Sep 27, 2017
12:00 PM




There is currently no available technology to directly record neural activity from
the entire volume of the brain. Bioengineering efforts have propelled electrode-based
devices and optical probes, achieving nanometer scale spatial resolution and impressive
signal-to- noise ratio and temporal response; however, these techniques are invasive and
sample from very small areas in the nervous system. On the other hand, modalities such
as functional MRI (fMRI) can generate a volumetric readout from the entire brain
noninvasively, and with relatively good temporal resolution, but usually provide
information more directly related to blood flow and metabolism rather than direct
electrical or chemical neural signaling. Overcoming these shortcomings, and developing
sensing modalities for whole-brain direct recording of neural signals, will allow
neuroscientists and neurologists to study the brain network directly and as a whole—an
achievement that will surely elevate neuroscience, neurology and medicine to new
heights. I will present my research involving the development and application of injectible 
molecular probes and nanofabricated components for neuroimaging using fMRI. I will
describe recent unprecedented in-vivo fMRI measurements of cellular neurotransmitter
uptake using a specialized sensor, as well as the development of nanofabricated
electromagnetic sensors based on neuron-device interfacing for multi-site recording of
neuronal intracellular signals. These strategies enable us for the first time to perform
functional studies of neural activity across wide brain regions with molecular and
electrophysiological specificity, and pave the way towards developing novel nano-scale
sensing components for minimally-invasive whole brain recording of neural activity.
About the Speaker:

Dr. Aviad Hai is a neuroengineer and a neuroscientist with extensive expertise
and highly cited scientific contributions to the field of nanometer-scale probes for brain
imaging and recording. In his postdoctoral research at the Massachusetts Institute of
Technology, Dr. Hai headed a team that has made unprecedented in-vivo fMRI
measurements of cellular uptake of the neurotransmitter serotonin, using a specialized
sensor (Hai et al., 2016, Neuron). Together with his work on nanofabricated devices for
on-chip multi-site recording of neuronal intracellular signals (Hai et al., 2010, Nat
Methods, for review see: Spira & Hai, 2013, Nat Nanotechnology), Dr. Hai is shaping his
scientific strategy toward developing and applying novel sensors for whole-brain
recording, and guiding future researchers in cutting-edge technologies for the detection
of neural activity. Dr.
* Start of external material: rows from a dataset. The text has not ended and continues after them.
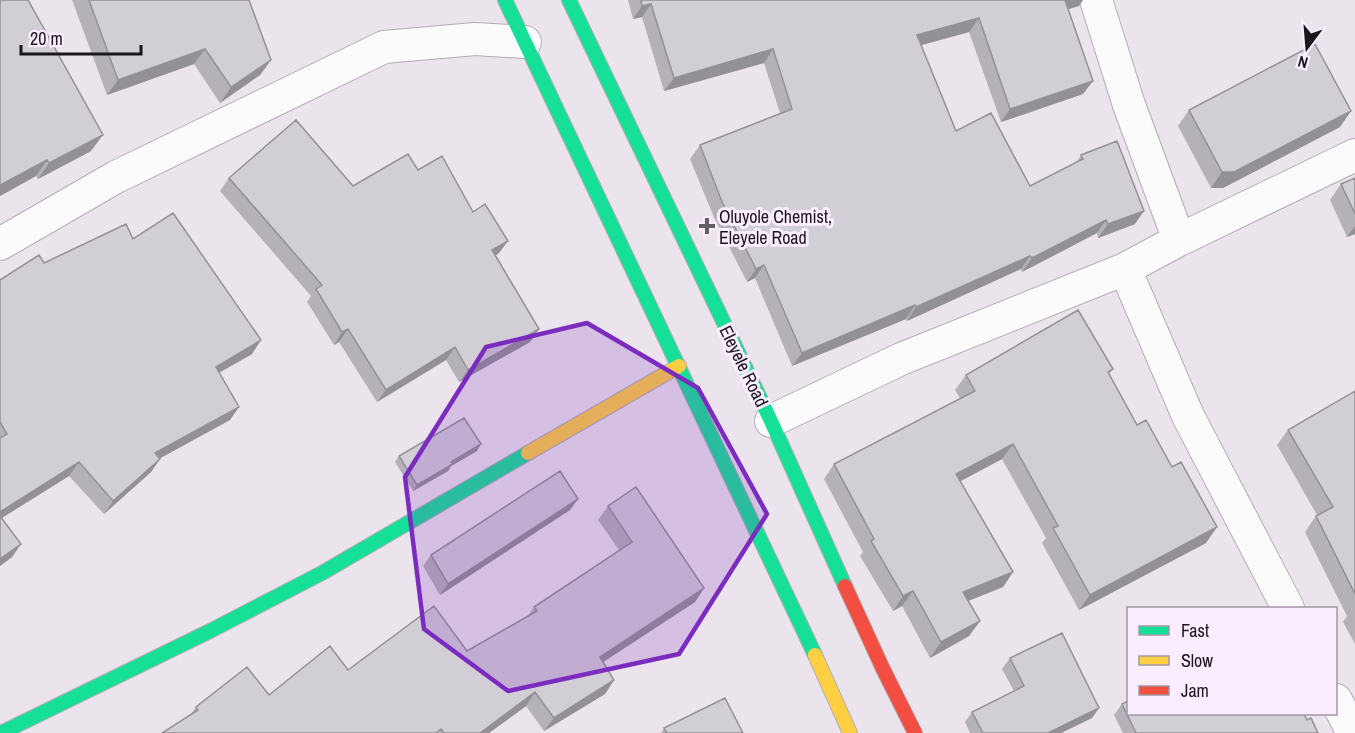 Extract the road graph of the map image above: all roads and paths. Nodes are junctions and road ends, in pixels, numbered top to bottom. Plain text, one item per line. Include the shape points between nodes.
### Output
1 (505, 0) edge
2 (569, 0) edge
3 (1096, 0) edge
4 (525, 42) junction
5 (1355, 155) edge
6 (1179, 240) junction
7 (0, 244) edge
8 (1125, 270) junction
9 (679, 366) junction
10 (771, 421) junction
11 (1287, 607) edge
12 (1337, 704) edge
13 (1, 733) edge
14 (850, 733) edge
15 (915, 733) edge
16 (1353, 733) edge

1 - 4 main road
2 - 10 main road, Eleyele Road
3 - 6 street via 1129,105
4 - 7 street via 476,39 384,47 116,177
4 - 9 main road
5 - 6 street
6 - 8 street
8 - 10 street via 901,360
8 - 11 street via 1188,416
9 - 13 main road via 322,573
9 - 14 main road
10 - 15 main road, Eleyele Road
12 - 16 street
Hai has won numerous awards and fellowships, and his work is
supported by the National Institutes of Health (NIH), the European Molecular Biology
Organization (EMBO) and the Edmond & Lily Safra Center for Brain Sciences (ELSC).


Oct 04, 2017
12:00 PM
149 13th Street (Building 149), Room 2204


Synesthesia is a non-pathological variation of human perception that has contributed to foster the interest of the scientific community in the study of individual differences. Research on its neural basis has run in parallel with the development of neuroimaging techniques, which has allowed to characterize the synesthetic brain both at an anatomical and at a functional level. In this talk Dr. Melero will present phenomenological and neuroscientific data of the phenomenon, and explain the impact of synesthesia research on other areas of knowledge such as the identification of biomarkers based on MRI in neurological diseases.

About the Speaker: 

Dr. Helena Melero is a neuroscientist with more than ten years of experience in the field of synesthesia research. She works as a postdoctoral researcher in the Medical Image Analysis Laboratory at Universidad Rey Juan Carlos in Madrid, Spain, where she participates in several projects that apply Magnetic Resonance Imaging to the study of the brain, both in clinical and healthy populations. She is interested in olfaction, music and dance processing, and the intrinsic relationship between emotion and multisensory integration.